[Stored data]

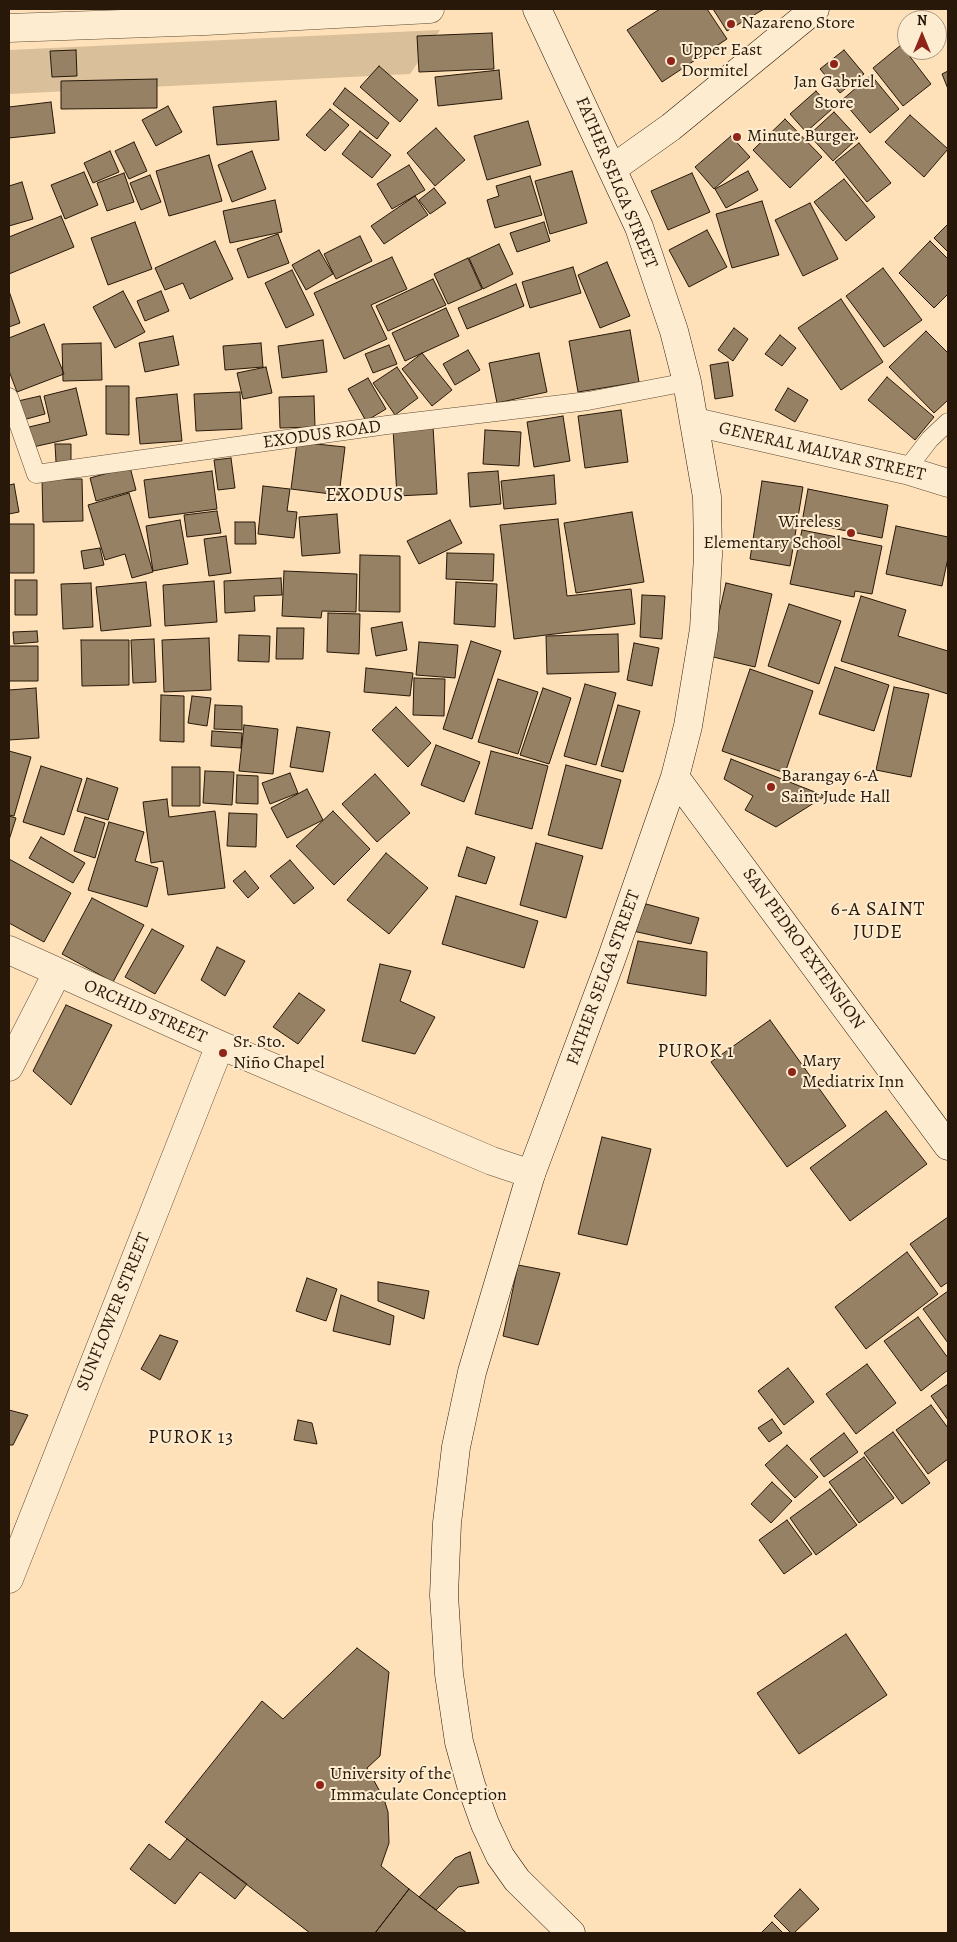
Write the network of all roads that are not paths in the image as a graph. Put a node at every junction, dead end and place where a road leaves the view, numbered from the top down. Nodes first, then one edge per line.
1 (430, 9) edge
2 (537, 9) edge
3 (815, 9) edge
4 (9, 28) edge
5 (612, 169) junction
6 (687, 382) junction
7 (9, 397) edge
8 (695, 422) junction
9 (948, 422) edge
10 (906, 470) junction
11 (948, 483) edge
12 (675, 777) junction
13 (9, 950) edge
14 (57, 972) junction
15 (220, 1045) junction
16 (9, 1067) edge
17 (948, 1146) edge
18 (531, 1174) junction
19 (9, 1579) edge
20 (571, 1933) edge

1 - 4 main road
2 - 5 main road, FATHER SELGA STREET
3 - 5 main road
5 - 6 main road, FATHER SELGA STREET
6 - 7 lane, EXODUS ROAD
6 - 8 main road, FATHER SELGA STREET
8 - 10 main road, GENERAL MALVAR STREET
8 - 12 main road, FATHER SELGA STREET
9 - 10 lane
10 - 11 main road, GENERAL MALVAR STREET
12 - 17 main road, SAN PEDRO EXTENSION
12 - 18 main road, FATHER SELGA STREET
13 - 14 main road, ORCHID STREET
14 - 15 main road, ORCHID STREET
14 - 16 main road
15 - 18 main road, ORCHID STREET
15 - 19 main road, SUNFLOWER STREET
18 - 20 main road, FATHER SELGA STREET

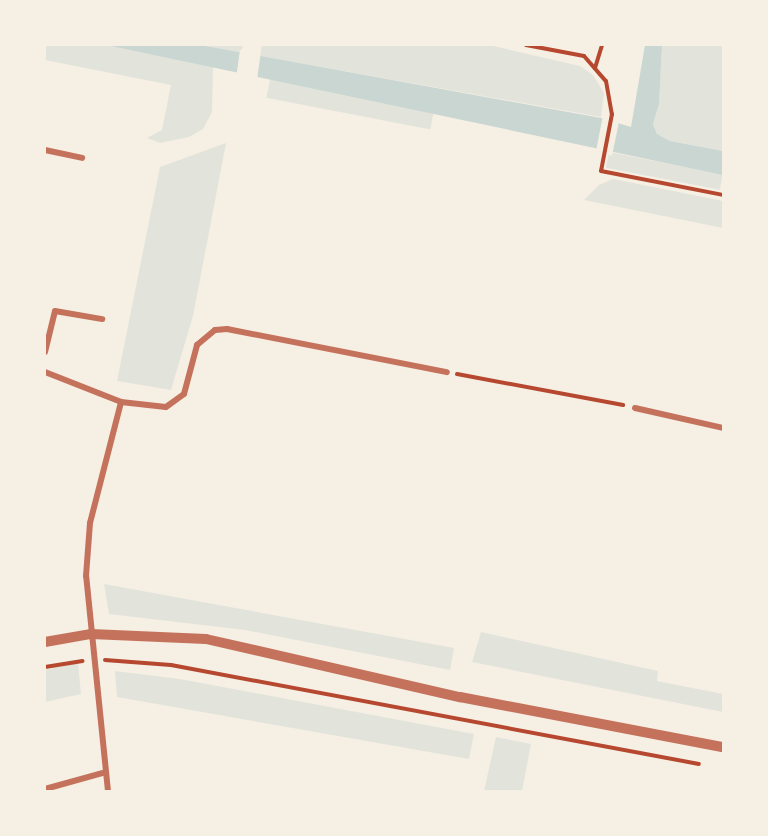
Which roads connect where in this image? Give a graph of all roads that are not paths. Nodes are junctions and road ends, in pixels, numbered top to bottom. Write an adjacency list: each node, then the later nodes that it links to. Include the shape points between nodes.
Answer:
1 (45, 150): 2 (street)
2 (82, 158)
3 (102, 319): 4 (street, via 55,311)
4 (45, 352)
5 (45, 372): 7 (street)
6 (447, 372): 7 (street, via 227,328 215,330 197,345 187,387 173,404)
7 (121, 402): 10 (street, via 90,523 86,576)
8 (635, 408): 9 (street)
9 (723, 428)
10 (91, 634): 11 (street); 12 (street, via 206,639 460,697); 13 (street)
11 (45, 642)
12 (723, 747)
13 (106, 772): 14 (street); 15 (street)
14 (45, 789)
15 (108, 791)

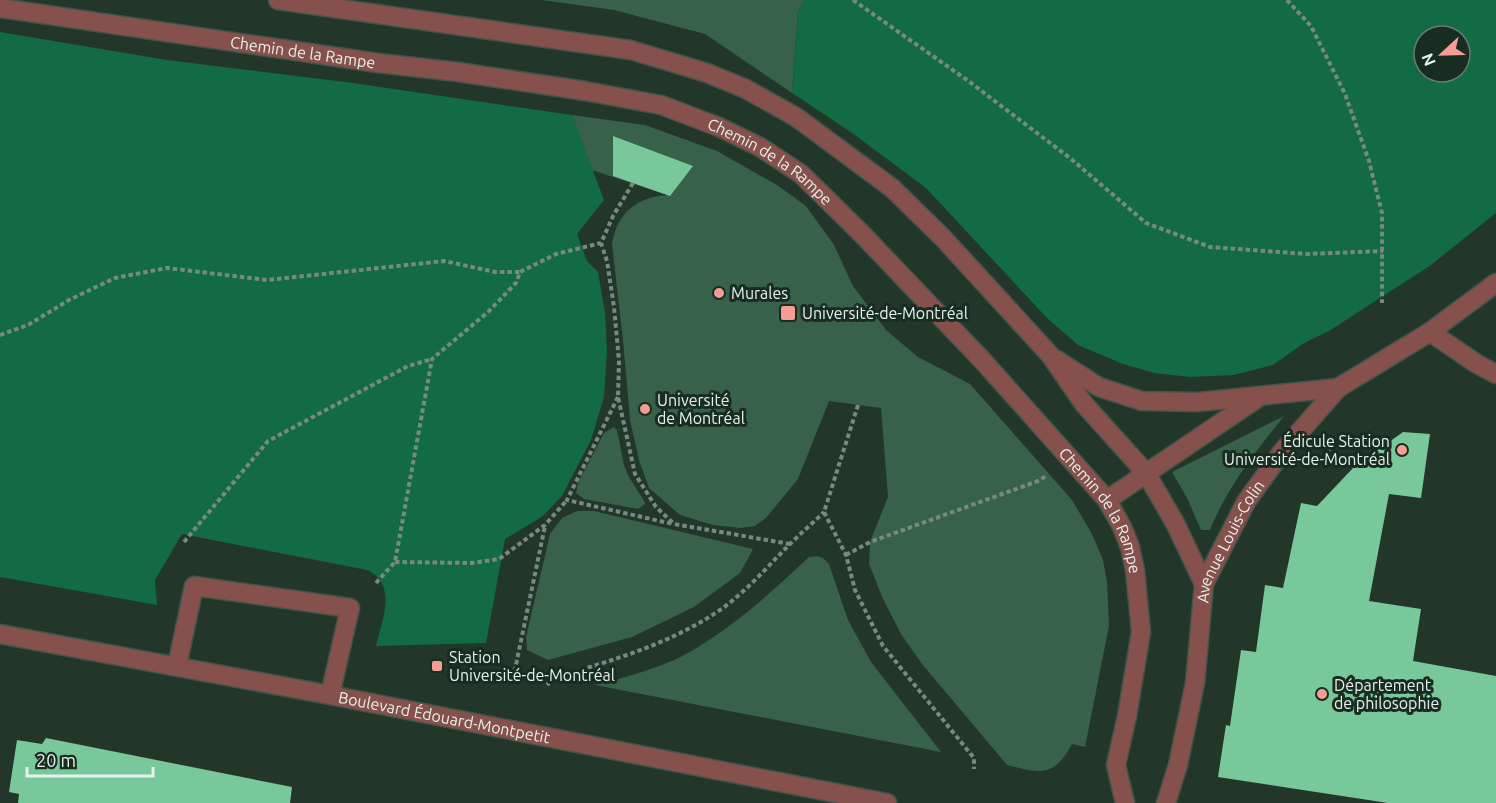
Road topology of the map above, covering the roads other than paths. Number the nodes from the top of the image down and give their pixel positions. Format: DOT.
graph roads {
  1 [pos="278,0"];
  2 [pos="0,8"];
  3 [pos="1496,283"];
  4 [pos="1430,332"];
  5 [pos="1051,356"];
  6 [pos="1496,374"];
  7 [pos="1338,388"];
  8 [pos="1260,396"];
  9 [pos="1146,473"];
  10 [pos="1107,500"];
  11 [pos="1204,584"];
  12 [pos="0,634"];
  13 [pos="177,666"];
  14 [pos="330,695"];
  15 [pos="888,803"];
  16 [pos="1125,803"];
  17 [pos="1166,803"];
  1 -- 5 [label="street"];
  2 -- 10 [label="street, Chemin de la Rampe"];
  3 -- 4 [label="street, Avenue Louis-Colin"];
  4 -- 6 [label="street"];
  4 -- 7 [label="street, Avenue Louis-Colin"];
  5 -- 8 [label="street"];
  5 -- 9 [label="street"];
  7 -- 8 [label="street"];
  7 -- 11 [label="street, Avenue Louis-Colin"];
  8 -- 9 [label="street"];
  9 -- 10 [label="street"];
  9 -- 11 [label="street"];
  10 -- 16 [label="street, Chemin de la Rampe"];
  11 -- 17 [label="street, Avenue Louis-Colin"];
  12 -- 13 [label="street, Boulevard Édouard-Montpetit"];
  13 -- 14 [label="street, Boulevard Édouard-Montpetit"];
  13 -- 14 [label="street"];
  14 -- 15 [label="street, Boulevard Édouard-Montpetit"];
}
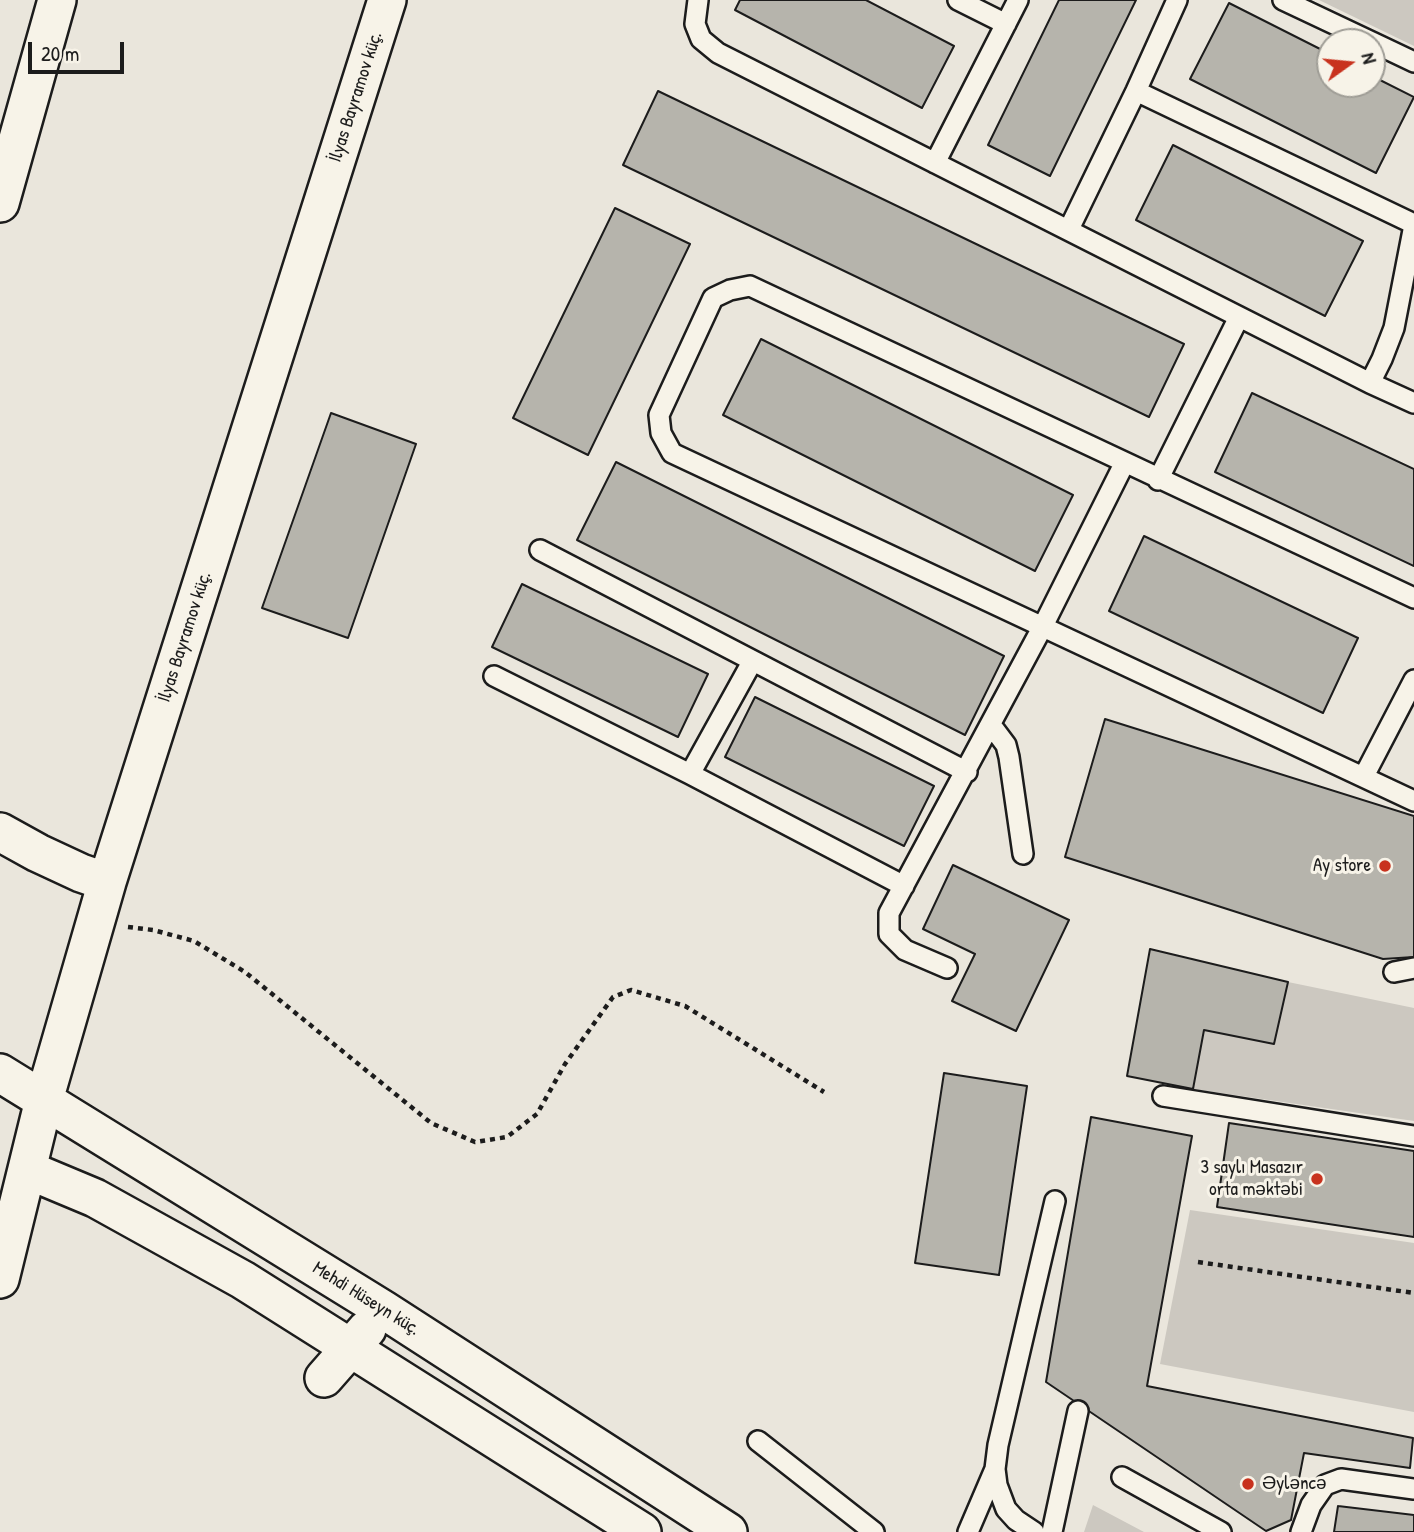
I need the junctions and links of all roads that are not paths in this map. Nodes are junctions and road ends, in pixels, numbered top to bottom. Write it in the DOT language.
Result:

• **Exercise goal**: Using the records above, extract exactly and only the lines from the one with "Which roads connect" through the final line, inclusive, leaving out pictures.

• **Answer section**:
Which roads connect where in this image? Give a graph of all roads that are not paths. Nodes are junctions and road ends, in pixels, numbered top to bottom. Write an adjacency list: each node, then the later nodes that it links to. Include the shape points between nodes.
Answer:
1 (45, 150): 2 (street)
2 (82, 158)
3 (102, 319): 4 (street, via 55,311)
4 (45, 352)
5 (45, 372): 7 (street)
6 (447, 372): 7 (street, via 227,328 215,330 197,345 187,387 173,404)
7 (121, 402): 10 (street, via 90,523 86,576)
8 (635, 408): 9 (street)
9 (723, 428)
10 (91, 634): 11 (street); 12 (street, via 206,639 460,697); 13 (street)
11 (45, 642)
12 (723, 747)
13 (106, 772): 14 (street); 15 (street)
14 (45, 789)
15 (108, 791)

Road topology of the map above, covering the roads other than paths. Number the nodes from the top of the image down and give their pixel positions. Format: DOT.
graph roads {
  1 [pos="278,0"];
  2 [pos="0,8"];
  3 [pos="1496,283"];
  4 [pos="1430,332"];
  5 [pos="1051,356"];
  6 [pos="1496,374"];
  7 [pos="1338,388"];
  8 [pos="1260,396"];
  9 [pos="1146,473"];
  10 [pos="1107,500"];
  11 [pos="1204,584"];
  12 [pos="0,634"];
  13 [pos="177,666"];
  14 [pos="330,695"];
  15 [pos="888,803"];
  16 [pos="1125,803"];
  17 [pos="1166,803"];
  1 -- 5 [label="street"];
  2 -- 10 [label="street, Chemin de la Rampe"];
  3 -- 4 [label="street, Avenue Louis-Colin"];
  4 -- 6 [label="street"];
  4 -- 7 [label="street, Avenue Louis-Colin"];
  5 -- 8 [label="street"];
  5 -- 9 [label="street"];
  7 -- 8 [label="street"];
  7 -- 11 [label="street, Avenue Louis-Colin"];
  8 -- 9 [label="street"];
  9 -- 10 [label="street"];
  9 -- 11 [label="street"];
  10 -- 16 [label="street, Chemin de la Rampe"];
  11 -- 17 [label="street, Avenue Louis-Colin"];
  12 -- 13 [label="street, Boulevard Édouard-Montpetit"];
  13 -- 14 [label="street, Boulevard Édouard-Montpetit"];
  13 -- 14 [label="street"];
  14 -- 15 [label="street, Boulevard Édouard-Montpetit"];
}
I need the junctions and links of all roads that are not paths in this map. Nodes are junctions and road ends, in pixels, numbered top to bottom. Write it in the DOT language.
Result:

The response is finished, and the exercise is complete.